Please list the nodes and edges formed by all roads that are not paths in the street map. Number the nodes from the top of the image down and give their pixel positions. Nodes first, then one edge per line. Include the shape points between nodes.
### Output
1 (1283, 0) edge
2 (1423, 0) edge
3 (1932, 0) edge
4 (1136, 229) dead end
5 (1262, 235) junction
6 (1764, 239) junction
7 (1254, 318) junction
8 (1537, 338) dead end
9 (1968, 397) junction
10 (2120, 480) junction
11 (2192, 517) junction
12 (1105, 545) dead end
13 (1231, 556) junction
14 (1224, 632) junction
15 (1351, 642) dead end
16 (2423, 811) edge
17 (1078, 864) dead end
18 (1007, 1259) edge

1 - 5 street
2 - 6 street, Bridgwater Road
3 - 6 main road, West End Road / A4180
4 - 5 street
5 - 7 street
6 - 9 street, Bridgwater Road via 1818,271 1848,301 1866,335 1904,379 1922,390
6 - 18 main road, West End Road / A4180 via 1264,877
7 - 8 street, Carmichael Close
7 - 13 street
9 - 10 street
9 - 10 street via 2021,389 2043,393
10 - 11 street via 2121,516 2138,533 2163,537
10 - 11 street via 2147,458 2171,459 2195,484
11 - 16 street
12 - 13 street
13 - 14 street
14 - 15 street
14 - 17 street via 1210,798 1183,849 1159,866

INSTRUCTIONS TO FOLLOW: The response should be an exact copy of every line above.

EXPECTED OUTPUT:
Please list the nodes and edges formed by all roads that are not paths in the street map. Number the nodes from the top of the image down and give their pixel positions. Nodes first, then one edge per line. Include the shape points between nodes.
### Output
1 (1283, 0) edge
2 (1423, 0) edge
3 (1932, 0) edge
4 (1136, 229) dead end
5 (1262, 235) junction
6 (1764, 239) junction
7 (1254, 318) junction
8 (1537, 338) dead end
9 (1968, 397) junction
10 (2120, 480) junction
11 (2192, 517) junction
12 (1105, 545) dead end
13 (1231, 556) junction
14 (1224, 632) junction
15 (1351, 642) dead end
16 (2423, 811) edge
17 (1078, 864) dead end
18 (1007, 1259) edge

1 - 5 street
2 - 6 street, Bridgwater Road
3 - 6 main road, West End Road / A4180
4 - 5 street
5 - 7 street
6 - 9 street, Bridgwater Road via 1818,271 1848,301 1866,335 1904,379 1922,390
6 - 18 main road, West End Road / A4180 via 1264,877
7 - 8 street, Carmichael Close
7 - 13 street
9 - 10 street
9 - 10 street via 2021,389 2043,393
10 - 11 street via 2121,516 2138,533 2163,537
10 - 11 street via 2147,458 2171,459 2195,484
11 - 16 street
12 - 13 street
13 - 14 street
14 - 15 street
14 - 17 street via 1210,798 1183,849 1159,866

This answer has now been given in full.